In the months following Arevalo’s victory, different branches of the Guatemalan State, including the executive, much of the legislature, the Supreme and Constitutional Courts, and the Attorney General’s office - all deeply compromised with organized crime - have taken extraordinary measures to prevent the President-elect from taking office, including a suspension order against the party that won at the ballot box, Arévalo’s Movimiento Semilla (Seed Movement). Party supporters have been arrested, and magistrates of the Electoral Tribunal also threatened with prosecution. Add to that efforts to remove the legal immunity of both the president-elect and vice president-elect, as well as Semilla congressional representatives in order to prosecute them on trumped up charges, such as expressing support on social media for student pro-democracy protests. Already, other anti-corruption advocates and officials have been charged and imprisoned, or forced into exile, amid a disturbing perversion of justice in Guatemala.
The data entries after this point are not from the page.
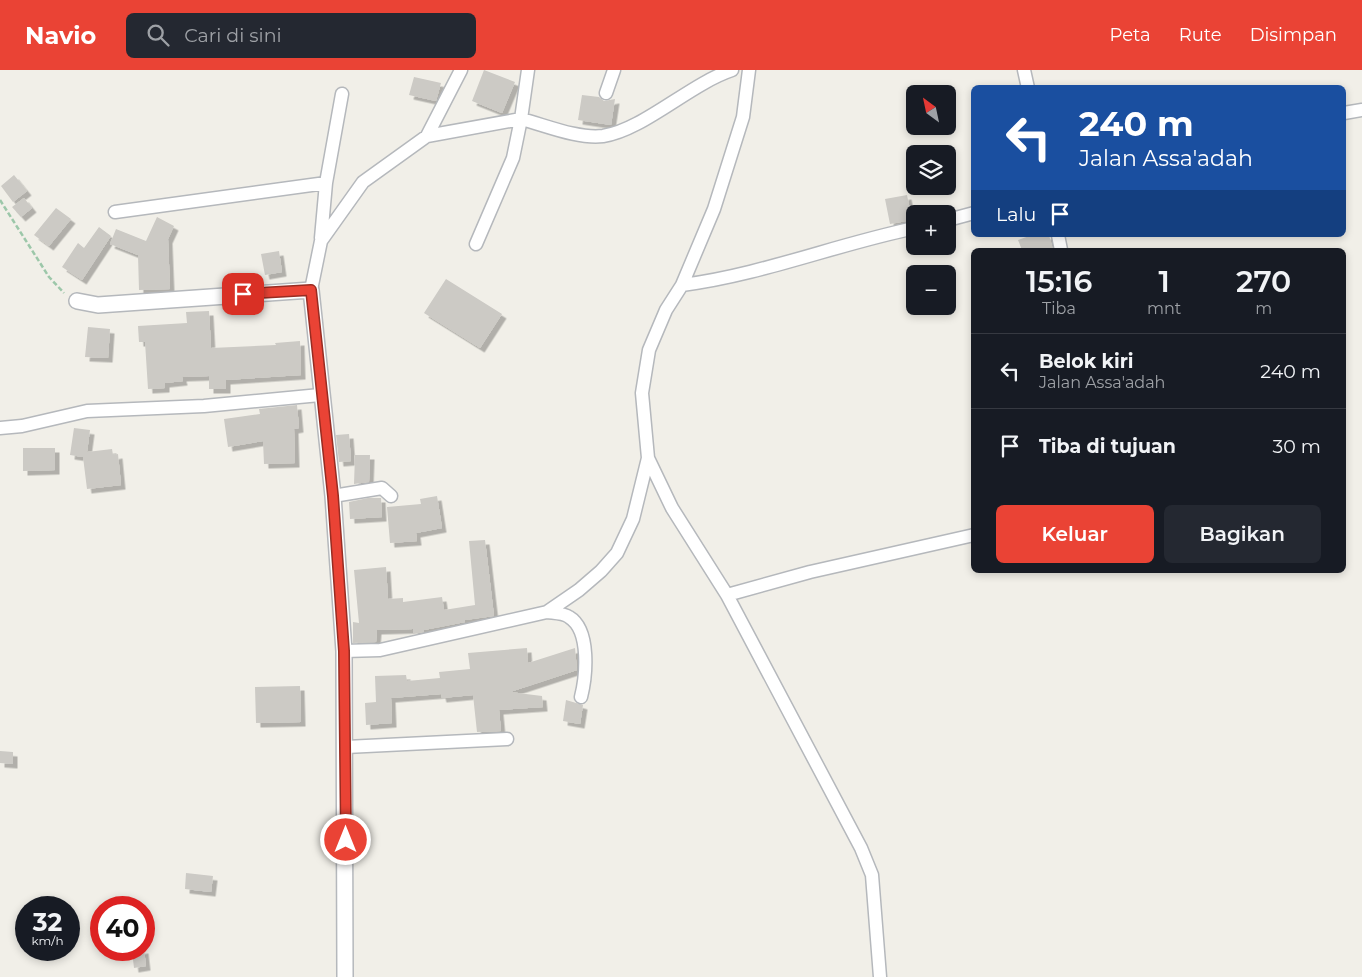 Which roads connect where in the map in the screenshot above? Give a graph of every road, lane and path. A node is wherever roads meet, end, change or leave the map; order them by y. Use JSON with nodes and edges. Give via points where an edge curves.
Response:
{"nodes":[{"id":1,"x":461,"y":70,"type":"edge"},
{"id":2,"x":528,"y":70,"type":"edge"},
{"id":3,"x":614,"y":70,"type":"edge"},
{"id":4,"x":732,"y":70,"type":"edge"},
{"id":5,"x":749,"y":70,"type":"edge"},
{"id":6,"x":1024,"y":70,"type":"edge"},
{"id":7,"x":1027,"y":85,"type":"edge"},
{"id":8,"x":606,"y":93,"type":"dead end"},
{"id":9,"x":342,"y":94,"type":"dead end"},
{"id":10,"x":1362,"y":110,"type":"edge"},
{"id":11,"x":1346,"y":113,"type":"edge"},
{"id":12,"x":521,"y":119,"type":"junction"},
{"id":13,"x":427,"y":136,"type":"junction"},
{"id":14,"x":326,"y":183,"type":"junction"},
{"id":15,"x":0,"y":200,"type":"edge"},
{"id":16,"x":115,"y":212,"type":"dead end"},
{"id":17,"x":971,"y":214,"type":"edge"},
{"id":18,"x":956,"y":218,"type":"edge"},
{"id":19,"x":906,"y":230,"type":"edge"},
{"id":20,"x":321,"y":241,"type":"junction"},
{"id":21,"x":476,"y":244,"type":"dead end"},
{"id":22,"x":682,"y":285,"type":"junction"},
{"id":23,"x":311,"y":290,"type":"junction"},
{"id":24,"x":77,"y":301,"type":"joint"},
{"id":25,"x":320,"y":395,"type":"junction"},
{"id":26,"x":0,"y":428,"type":"edge"},
{"id":27,"x":648,"y":458,"type":"junction"},
{"id":28,"x":333,"y":496,"type":"junction"},
{"id":29,"x":391,"y":496,"type":"dead end"},
{"id":30,"x":971,"y":536,"type":"edge"},
{"id":31,"x":727,"y":596,"type":"junction"},
{"id":32,"x":547,"y":612,"type":"junction"},
{"id":33,"x":344,"y":651,"type":"junction"},
{"id":34,"x":581,"y":697,"type":"dead end"},
{"id":35,"x":507,"y":739,"type":"dead end"},
{"id":36,"x":346,"y":747,"type":"junction"},
{"id":37,"x":345,"y":977,"type":"edge"},
{"id":38,"x":880,"y":977,"type":"edge"}],
"edges":[{"from":1,"to":13,"type":"street"},
{"from":2,"to":12,"type":"street"},
{"from":3,"to":8,"type":"street"},
{"from":4,"to":12,"type":"street","via":[[630,127],[602,136],[575,133]]},
{"from":5,"to":22,"type":"street","via":[[743,117],[730,160],[714,209]]},
{"from":6,"to":7,"type":"street"},
{"from":9,"to":14,"type":"street"},
{"from":10,"to":11,"type":"street"},
{"from":12,"to":13,"type":"street"},
{"from":12,"to":21,"type":"street","via":[[513,158]]},
{"from":13,"to":20,"type":"street","via":[[363,182]]},
{"from":14,"to":16,"type":"street"},
{"from":14,"to":20,"type":"street"},
{"from":15,"to":24,"type":"path","via":[[49,276],[62,292]]},
{"from":17,"to":18,"type":"street"},
{"from":19,"to":22,"type":"street","via":[[725,278]]},
{"from":20,"to":23,"type":"street"},
{"from":22,"to":27,"type":"street","via":[[666,310],[650,350],[642,393]]},
{"from":23,"to":24,"type":"street","via":[[98,305]]},
{"from":23,"to":25,"type":"street"},
{"from":25,"to":26,"type":"street","via":[[223,405],[87,411]]},
{"from":25,"to":28,"type":"street"},
{"from":27,"to":31,"type":"street","via":[[672,508]]},
{"from":27,"to":32,"type":"street","via":[[633,519],[617,553],[578,590]]},
{"from":28,"to":29,"type":"street","via":[[382,488]]},
{"from":28,"to":33,"type":"street"},
{"from":30,"to":31,"type":"street","via":[[810,572]]},
{"from":31,"to":38,"type":"street","via":[[862,848],[872,876]]},
{"from":32,"to":33,"type":"street","via":[[380,650]]},
{"from":32,"to":34,"type":"street","via":[[569,616],[579,627],[587,675]]},
{"from":33,"to":36,"type":"street"},
{"from":35,"to":36,"type":"street"},
{"from":36,"to":37,"type":"street"}]}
In response, tens of thousands of Guatemalans, guided by Indigenous Mayan ancestral authorities, have taken to the streets to defend the democratic process and the rule of law. Huge non-violent demonstrations paralysed transport and commerce for much of October and November. Yet Congress and the Attorney General’s office only deepened their assault, forcing most of the judges of the Electoral Tribunal to leave the country and demanding that the Supreme Court annul the elections. Ancestral authorities have faced reprisals, including assassinations, threats, and criminalization.

On December 8, the Organization of American States (OAS) General Secretariat condemned what it called “the attempted coup d'état by the Public Prosecutor's Office of Guatemala”, through the cancellation of general elections, which “constitutes the worst form of democratic breakdown and the consolidation of a political fraud against the will of the people”. France has “strongly condemn[ed] attempts to challenge the results of Guatemala’s general elections” calling them “a grave threat to the transition process, the rule of law and democracy in Guatemala” .

Canada has played a positive role to date. On December 10, Canada’s Ambassador to Guatemala, Rajani Alexander, joined the ambassadors of Germany, France, Great Britain, Sweden and Switzerland, and the chargé d'affaires of the United States to call publicly for full compliance with the results of the national elections. Canada’s Ambassador at the Organization of American States, Stuart Savage, has supported strong multilateral measures to pressure Guatemalan authorities to respect the election results. These are important steps. Given the high stakes, Canada must do more.

The days leading up to the January 14 presidential inauguration are crucial for the future of Guatemala. If Arévalo can take office, he will do so with an overwhelming mandate to roll back corruption and recover the democratic institutions that have been so badly eroded during the past five years. But if the slow coup that is currently underway is allowed to succeed and Arévalo is prevented from taking office, it will be the final blow to the democratic reconstruction that has been so painstakingly built by courageous Guatemalans, with international support, following 36 years of armed conflict.

Canada, and our allies, must make it unambiguously clear that after January 14, they will recognize no other government in Guatemala than that of President Bernardo Arevalo. The consequences that will unfold should democracy be subverted must also be crystal clear: suspension of bilateral aid, freezing Guatemalan State assets held abroad, and opposing further financial assistance from multilateral lending institutions such as the Inter-American Development Bank, the World Bank and the International Monetary Fund. 

The uneasy alliance involved in the slow coup is already beginning to fray in the face of massive, ongoing resistance by the Guatemalan people and growing pressure from the international community. If the international consequences of the democratic rupture are spelled out, it may be enough to tip the balance in favour of democracy and hope.

Authors

Marie-Dominik Langlois is a board member of the Committee for Human Rights in Latin America (CDHAL) based in Montreal and has been involved with solidarity organizations with Latin America for over 20 years. She is finishing a PhD in sociology at the University of Ottawa on Indigenous mobilizations in Guatemala.

Steve Stewart is the coordinator of BC CASA-Cafe Justicia based in Vancouver. He worked as a journalist in Guatemala for the Cerigua News Agency during the armed conflict and has been involved in human rights and development projects in the country since 1989. 

They are representatives of the Americas Policy Group (APG), a network of over 25 Canadian civil-society organizations supporting human rights and social justice in Latin America.